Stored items
=== Begin Enclosure ===

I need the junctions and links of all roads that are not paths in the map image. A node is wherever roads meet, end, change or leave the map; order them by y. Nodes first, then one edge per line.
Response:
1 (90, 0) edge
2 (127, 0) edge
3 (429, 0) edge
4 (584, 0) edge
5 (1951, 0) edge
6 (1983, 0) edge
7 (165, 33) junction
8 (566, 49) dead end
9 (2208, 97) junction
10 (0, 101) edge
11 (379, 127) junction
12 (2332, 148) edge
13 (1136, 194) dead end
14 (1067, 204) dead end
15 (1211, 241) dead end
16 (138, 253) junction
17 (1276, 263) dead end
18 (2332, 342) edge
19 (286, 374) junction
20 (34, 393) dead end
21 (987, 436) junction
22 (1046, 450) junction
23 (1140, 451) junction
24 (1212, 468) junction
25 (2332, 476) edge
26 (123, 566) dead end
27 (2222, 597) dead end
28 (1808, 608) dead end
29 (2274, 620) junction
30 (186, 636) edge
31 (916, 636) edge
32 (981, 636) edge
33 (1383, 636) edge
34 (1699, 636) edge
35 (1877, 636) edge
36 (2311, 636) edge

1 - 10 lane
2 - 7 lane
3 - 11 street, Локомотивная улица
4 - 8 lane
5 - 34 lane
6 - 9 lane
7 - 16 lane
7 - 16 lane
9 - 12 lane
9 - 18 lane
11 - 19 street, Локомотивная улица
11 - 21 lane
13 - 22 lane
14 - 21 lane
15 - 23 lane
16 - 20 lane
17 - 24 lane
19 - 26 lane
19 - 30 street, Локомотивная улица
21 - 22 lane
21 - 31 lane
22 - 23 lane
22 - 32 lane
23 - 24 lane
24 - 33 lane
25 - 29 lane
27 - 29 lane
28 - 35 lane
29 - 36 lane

=== End Enclosure ===

(Work task)
Reproduce the data in its entirety. Keep every character unchanged.

(Solved exercise)
I need the junctions and links of all roads that are not paths in the map image. A node is wherever roads meet, end, change or leave the map; order them by y. Nodes first, then one edge per line.
Response:
1 (90, 0) edge
2 (127, 0) edge
3 (429, 0) edge
4 (584, 0) edge
5 (1951, 0) edge
6 (1983, 0) edge
7 (165, 33) junction
8 (566, 49) dead end
9 (2208, 97) junction
10 (0, 101) edge
11 (379, 127) junction
12 (2332, 148) edge
13 (1136, 194) dead end
14 (1067, 204) dead end
15 (1211, 241) dead end
16 (138, 253) junction
17 (1276, 263) dead end
18 (2332, 342) edge
19 (286, 374) junction
20 (34, 393) dead end
21 (987, 436) junction
22 (1046, 450) junction
23 (1140, 451) junction
24 (1212, 468) junction
25 (2332, 476) edge
26 (123, 566) dead end
27 (2222, 597) dead end
28 (1808, 608) dead end
29 (2274, 620) junction
30 (186, 636) edge
31 (916, 636) edge
32 (981, 636) edge
33 (1383, 636) edge
34 (1699, 636) edge
35 (1877, 636) edge
36 (2311, 636) edge

1 - 10 lane
2 - 7 lane
3 - 11 street, Локомотивная улица
4 - 8 lane
5 - 34 lane
6 - 9 lane
7 - 16 lane
7 - 16 lane
9 - 12 lane
9 - 18 lane
11 - 19 street, Локомотивная улица
11 - 21 lane
13 - 22 lane
14 - 21 lane
15 - 23 lane
16 - 20 lane
17 - 24 lane
19 - 26 lane
19 - 30 street, Локомотивная улица
21 - 22 lane
21 - 31 lane
22 - 23 lane
22 - 32 lane
23 - 24 lane
24 - 33 lane
25 - 29 lane
27 - 29 lane
28 - 35 lane
29 - 36 lane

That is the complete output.